В самом центре этого помещения, освещённая солнечными лучами, падающими с улицы через полуподвальные, узкие окошки, помещалась... гора. Два невообразимо огромных, дивных даже, шарообразных основания горы занимали целый диван — от валика к валику, упираясь в эти валики, наплывая на них массивными уступами сверху и грозя весь диван на стороны развалить. Груди этой женщины, для коих ни одним портным ещё не был сшит лиф, ибо ни один портной даже в кошмарном сне таких грудей не видел, — неправдоподобно длинные и плоские, — покрывали спереди необъятный живот; груди её — мякитишки — опавшим, перестоявшим тестом на живот наползали; под грудями этими её худосочный супруг, наверное, мог бы найти себе укрытие в минуту опасности, он мог бы надёжно спрятаться под этими грудями от многих жизненных невзгод и мог бы жить под ними счастливым отшельником, в тепле и покое, отгородившись от суетного мира...

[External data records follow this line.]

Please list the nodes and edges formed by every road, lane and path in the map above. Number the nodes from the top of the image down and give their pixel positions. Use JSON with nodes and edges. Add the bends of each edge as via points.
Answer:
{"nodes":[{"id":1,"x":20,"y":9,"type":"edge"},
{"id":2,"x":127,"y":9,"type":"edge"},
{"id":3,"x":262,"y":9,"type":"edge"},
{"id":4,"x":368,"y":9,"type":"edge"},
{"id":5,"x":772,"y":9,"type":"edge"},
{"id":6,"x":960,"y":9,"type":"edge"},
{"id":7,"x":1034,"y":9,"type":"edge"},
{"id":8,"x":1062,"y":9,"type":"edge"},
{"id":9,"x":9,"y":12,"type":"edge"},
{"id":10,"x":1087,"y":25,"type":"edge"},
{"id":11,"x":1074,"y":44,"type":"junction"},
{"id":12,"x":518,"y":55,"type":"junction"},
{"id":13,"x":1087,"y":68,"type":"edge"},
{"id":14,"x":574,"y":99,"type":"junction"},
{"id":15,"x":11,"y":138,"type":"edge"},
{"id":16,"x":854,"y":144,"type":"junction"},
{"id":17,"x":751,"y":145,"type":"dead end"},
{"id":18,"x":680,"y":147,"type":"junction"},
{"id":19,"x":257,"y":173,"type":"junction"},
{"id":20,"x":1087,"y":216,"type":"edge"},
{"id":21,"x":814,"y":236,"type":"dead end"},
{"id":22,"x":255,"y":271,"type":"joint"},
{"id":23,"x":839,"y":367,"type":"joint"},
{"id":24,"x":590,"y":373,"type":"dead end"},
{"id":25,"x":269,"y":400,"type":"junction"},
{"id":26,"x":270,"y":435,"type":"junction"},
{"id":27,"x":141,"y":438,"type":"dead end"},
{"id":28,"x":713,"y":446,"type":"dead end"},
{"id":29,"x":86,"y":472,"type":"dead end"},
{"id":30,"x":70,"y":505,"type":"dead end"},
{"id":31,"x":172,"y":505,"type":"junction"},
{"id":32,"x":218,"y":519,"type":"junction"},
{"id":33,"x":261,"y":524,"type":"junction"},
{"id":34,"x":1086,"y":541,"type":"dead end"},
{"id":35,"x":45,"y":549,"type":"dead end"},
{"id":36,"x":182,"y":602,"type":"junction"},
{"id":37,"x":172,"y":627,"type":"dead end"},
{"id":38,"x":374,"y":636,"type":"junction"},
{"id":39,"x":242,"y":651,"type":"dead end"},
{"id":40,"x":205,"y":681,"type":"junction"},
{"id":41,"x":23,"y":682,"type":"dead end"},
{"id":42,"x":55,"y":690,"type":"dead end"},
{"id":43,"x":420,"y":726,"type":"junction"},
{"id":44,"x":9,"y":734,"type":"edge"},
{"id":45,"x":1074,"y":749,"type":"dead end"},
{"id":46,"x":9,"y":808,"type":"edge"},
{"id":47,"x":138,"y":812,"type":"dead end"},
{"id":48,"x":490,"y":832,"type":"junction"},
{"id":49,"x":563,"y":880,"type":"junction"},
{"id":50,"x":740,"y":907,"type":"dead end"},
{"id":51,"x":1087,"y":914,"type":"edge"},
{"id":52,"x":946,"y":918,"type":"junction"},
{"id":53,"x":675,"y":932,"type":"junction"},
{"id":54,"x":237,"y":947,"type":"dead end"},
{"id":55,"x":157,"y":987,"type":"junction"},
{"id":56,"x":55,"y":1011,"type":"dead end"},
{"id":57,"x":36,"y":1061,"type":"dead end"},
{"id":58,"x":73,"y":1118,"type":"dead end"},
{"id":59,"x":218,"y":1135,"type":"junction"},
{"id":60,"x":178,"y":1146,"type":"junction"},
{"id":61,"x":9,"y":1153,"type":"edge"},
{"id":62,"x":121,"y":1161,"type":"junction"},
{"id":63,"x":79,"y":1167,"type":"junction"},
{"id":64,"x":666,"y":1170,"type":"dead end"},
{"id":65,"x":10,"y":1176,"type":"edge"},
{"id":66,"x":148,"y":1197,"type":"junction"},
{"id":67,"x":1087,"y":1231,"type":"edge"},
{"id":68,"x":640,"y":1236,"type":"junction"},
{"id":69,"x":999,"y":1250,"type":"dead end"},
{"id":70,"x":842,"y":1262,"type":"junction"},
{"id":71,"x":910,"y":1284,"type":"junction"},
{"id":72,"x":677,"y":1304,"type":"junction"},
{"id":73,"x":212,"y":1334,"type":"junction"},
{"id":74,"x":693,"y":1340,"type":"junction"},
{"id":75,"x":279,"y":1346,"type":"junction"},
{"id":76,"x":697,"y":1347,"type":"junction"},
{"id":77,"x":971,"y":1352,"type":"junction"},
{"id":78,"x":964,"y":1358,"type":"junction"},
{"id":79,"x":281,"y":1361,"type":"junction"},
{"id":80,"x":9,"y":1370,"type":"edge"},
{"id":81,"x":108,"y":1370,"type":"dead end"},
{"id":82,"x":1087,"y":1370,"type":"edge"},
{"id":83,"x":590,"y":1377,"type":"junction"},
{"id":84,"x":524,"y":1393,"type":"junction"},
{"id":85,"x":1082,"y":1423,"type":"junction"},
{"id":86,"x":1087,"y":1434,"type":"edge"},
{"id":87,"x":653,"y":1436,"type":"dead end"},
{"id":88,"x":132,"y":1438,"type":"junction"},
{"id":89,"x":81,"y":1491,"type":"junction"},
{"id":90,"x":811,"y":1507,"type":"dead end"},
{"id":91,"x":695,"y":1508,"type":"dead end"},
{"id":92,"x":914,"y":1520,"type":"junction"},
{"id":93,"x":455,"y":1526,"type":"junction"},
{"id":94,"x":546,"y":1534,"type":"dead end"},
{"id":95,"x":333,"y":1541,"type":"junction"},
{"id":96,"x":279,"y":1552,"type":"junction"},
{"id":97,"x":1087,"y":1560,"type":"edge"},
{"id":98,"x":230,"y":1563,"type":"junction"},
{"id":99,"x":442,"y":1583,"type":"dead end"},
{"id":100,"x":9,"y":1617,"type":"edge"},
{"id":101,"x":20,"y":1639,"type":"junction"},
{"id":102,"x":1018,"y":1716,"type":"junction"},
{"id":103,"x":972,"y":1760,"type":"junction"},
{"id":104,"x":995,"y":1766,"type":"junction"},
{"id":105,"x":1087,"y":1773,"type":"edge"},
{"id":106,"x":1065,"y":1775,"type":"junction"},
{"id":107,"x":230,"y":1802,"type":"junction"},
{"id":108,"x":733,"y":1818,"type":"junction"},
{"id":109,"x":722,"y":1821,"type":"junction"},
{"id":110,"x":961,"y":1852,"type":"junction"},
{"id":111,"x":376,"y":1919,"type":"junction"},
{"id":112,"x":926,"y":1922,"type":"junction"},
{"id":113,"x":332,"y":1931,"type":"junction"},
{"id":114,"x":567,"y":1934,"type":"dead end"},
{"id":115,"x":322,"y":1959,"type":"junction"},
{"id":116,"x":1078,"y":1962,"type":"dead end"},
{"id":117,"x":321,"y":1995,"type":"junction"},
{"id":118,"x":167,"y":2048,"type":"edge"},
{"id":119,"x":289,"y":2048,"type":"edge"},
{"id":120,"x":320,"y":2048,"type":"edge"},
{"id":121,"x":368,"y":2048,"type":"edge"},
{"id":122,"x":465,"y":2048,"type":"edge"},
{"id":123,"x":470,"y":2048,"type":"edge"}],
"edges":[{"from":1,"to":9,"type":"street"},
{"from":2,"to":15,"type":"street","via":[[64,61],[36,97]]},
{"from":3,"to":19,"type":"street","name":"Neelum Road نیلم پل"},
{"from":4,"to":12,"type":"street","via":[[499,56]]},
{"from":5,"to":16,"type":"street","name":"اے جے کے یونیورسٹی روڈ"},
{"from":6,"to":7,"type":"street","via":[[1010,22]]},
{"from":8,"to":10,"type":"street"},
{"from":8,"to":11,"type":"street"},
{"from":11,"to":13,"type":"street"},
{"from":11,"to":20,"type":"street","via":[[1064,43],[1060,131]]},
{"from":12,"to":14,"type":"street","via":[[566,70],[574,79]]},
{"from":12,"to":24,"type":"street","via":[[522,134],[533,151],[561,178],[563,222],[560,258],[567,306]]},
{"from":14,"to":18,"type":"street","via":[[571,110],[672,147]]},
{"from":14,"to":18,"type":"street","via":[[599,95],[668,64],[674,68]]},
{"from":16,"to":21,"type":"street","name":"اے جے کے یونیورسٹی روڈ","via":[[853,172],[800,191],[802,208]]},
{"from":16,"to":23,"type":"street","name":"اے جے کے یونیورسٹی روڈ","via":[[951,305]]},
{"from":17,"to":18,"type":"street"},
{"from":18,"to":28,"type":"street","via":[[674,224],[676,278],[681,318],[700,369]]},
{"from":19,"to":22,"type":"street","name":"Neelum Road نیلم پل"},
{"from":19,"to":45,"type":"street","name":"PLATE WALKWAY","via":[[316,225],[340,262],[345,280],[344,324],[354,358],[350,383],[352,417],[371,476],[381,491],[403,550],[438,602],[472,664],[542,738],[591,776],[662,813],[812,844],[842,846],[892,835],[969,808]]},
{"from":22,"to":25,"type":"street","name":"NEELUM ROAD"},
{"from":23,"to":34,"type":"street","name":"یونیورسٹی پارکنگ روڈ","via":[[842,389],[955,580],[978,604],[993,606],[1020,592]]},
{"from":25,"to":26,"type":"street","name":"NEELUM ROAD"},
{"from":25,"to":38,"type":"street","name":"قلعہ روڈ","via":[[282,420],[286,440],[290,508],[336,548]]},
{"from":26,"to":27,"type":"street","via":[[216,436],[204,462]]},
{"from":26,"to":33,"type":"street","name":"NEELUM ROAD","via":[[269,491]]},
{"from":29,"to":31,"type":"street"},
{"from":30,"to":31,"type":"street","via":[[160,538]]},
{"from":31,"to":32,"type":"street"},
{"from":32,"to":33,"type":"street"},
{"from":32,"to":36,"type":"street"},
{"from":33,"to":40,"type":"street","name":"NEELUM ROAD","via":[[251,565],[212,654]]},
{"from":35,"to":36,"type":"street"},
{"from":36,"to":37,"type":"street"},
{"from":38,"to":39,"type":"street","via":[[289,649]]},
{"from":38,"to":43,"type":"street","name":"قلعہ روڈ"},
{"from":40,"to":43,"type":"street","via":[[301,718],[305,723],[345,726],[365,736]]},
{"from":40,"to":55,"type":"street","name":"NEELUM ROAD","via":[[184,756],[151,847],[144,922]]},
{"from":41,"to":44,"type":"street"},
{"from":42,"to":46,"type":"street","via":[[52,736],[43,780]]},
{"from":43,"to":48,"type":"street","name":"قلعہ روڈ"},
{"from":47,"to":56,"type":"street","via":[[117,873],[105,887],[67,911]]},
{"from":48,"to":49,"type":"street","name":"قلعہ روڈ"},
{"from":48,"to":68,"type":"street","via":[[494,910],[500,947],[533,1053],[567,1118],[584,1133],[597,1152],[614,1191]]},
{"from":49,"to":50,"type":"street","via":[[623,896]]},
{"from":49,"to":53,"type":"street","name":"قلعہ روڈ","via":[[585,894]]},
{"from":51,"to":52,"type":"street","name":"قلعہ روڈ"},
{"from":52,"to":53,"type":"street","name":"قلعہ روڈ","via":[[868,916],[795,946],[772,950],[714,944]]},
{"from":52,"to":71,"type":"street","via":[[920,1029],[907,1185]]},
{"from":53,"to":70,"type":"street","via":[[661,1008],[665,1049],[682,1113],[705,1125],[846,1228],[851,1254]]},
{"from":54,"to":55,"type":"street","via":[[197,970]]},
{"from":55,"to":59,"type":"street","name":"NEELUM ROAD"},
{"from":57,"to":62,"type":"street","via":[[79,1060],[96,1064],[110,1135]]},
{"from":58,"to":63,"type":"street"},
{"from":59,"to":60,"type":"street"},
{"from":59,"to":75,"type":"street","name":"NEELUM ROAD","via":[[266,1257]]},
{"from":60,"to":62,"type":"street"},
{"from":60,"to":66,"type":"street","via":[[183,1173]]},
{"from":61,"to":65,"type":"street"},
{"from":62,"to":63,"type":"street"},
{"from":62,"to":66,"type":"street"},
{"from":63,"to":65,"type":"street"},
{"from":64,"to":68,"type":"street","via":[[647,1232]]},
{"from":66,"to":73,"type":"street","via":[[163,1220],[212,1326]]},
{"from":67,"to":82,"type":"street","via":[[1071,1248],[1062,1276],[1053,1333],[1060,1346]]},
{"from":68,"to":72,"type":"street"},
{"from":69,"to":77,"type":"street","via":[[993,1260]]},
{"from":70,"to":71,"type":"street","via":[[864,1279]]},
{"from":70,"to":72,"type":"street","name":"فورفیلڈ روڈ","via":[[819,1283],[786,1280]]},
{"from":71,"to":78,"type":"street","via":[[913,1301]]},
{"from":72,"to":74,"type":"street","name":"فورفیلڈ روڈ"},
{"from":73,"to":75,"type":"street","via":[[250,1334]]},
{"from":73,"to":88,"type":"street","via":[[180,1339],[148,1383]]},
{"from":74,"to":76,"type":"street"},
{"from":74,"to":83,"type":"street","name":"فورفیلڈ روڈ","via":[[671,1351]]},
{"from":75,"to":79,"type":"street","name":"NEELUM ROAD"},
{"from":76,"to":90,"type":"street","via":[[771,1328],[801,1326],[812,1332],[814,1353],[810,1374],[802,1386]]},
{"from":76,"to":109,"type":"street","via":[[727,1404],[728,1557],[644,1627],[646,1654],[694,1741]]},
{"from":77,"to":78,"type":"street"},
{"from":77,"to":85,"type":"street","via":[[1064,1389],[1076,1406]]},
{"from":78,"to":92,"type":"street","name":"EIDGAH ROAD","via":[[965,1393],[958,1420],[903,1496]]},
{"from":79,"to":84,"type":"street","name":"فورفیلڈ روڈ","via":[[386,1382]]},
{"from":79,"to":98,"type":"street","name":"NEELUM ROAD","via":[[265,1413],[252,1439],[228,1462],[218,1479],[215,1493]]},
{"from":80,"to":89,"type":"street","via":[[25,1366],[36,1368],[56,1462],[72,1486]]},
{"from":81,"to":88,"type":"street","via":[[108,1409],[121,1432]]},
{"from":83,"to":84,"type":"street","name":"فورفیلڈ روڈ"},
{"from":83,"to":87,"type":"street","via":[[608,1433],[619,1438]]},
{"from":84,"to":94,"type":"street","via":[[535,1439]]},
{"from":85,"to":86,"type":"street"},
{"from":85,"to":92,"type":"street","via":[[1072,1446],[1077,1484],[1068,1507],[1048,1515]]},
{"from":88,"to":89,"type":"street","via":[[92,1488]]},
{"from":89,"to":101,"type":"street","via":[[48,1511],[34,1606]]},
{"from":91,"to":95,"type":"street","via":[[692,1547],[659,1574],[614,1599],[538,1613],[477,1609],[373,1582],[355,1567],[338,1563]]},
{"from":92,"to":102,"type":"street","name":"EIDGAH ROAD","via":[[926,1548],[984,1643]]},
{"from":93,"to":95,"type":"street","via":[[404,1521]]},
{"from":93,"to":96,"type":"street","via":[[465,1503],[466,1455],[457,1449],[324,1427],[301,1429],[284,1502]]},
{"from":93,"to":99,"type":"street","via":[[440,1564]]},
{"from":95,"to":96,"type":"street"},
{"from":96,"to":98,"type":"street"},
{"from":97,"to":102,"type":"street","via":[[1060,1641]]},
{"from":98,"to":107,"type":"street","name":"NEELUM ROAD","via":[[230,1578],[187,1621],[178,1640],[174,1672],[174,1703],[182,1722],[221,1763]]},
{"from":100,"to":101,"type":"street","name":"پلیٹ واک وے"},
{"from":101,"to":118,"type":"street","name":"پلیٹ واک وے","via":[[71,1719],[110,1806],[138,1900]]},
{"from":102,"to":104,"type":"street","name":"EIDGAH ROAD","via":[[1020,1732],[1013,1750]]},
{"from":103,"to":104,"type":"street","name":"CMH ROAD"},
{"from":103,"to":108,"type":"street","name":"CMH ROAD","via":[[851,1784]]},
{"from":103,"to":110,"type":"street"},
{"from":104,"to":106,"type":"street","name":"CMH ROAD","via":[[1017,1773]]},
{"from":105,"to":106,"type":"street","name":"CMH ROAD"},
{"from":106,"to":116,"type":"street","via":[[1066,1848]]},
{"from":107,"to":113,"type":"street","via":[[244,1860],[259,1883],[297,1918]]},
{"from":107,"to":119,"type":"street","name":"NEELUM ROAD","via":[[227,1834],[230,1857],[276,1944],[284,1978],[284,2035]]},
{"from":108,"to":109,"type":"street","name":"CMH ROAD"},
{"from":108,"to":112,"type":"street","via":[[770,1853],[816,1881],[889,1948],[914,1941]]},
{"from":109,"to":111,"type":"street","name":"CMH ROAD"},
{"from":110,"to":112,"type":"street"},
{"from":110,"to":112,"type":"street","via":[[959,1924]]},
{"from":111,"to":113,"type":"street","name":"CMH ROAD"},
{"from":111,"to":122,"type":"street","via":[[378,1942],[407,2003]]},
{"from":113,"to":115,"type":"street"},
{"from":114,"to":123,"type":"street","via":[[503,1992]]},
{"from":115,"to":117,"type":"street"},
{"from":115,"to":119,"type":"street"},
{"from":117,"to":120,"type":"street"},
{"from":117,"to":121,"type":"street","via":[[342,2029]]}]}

Гора, увенчанная низким покатым лобиком, смотрела прямо на Магдалину, гора улыбалась, весёлые глазки её блестели над румяными полянами щёк. Задорно топорщились вверх кустики-усики. Гора эта была как языческое божество, требующее поклонения.

И Магдалина, совершенно потрясённая видом этой горы, впечатлённая этим неожиданным, величественным, масштабным зрелищем, слегка поклонилась ей.

Гора улыбнулась шире, усики взметнулись выше. Задыхаясь и сипя, гора удивлённо молвила:

— Ты кто такая, чудо? — и вдруг подмигнула; несмотря на тяжёлую одышку, настроение у горы было явно хорошее. — Погоди, не говори. Дай-ка я догадаюсь. Ты Магдалина, конечно.

— Магдалина, верно, — ещё не оправившись от потрясения, девушка готова была сделать перед божеством книксен. — Ваш супруг велел, чтобы я заглянула к вам, представилась. Вот и ключ мне дал.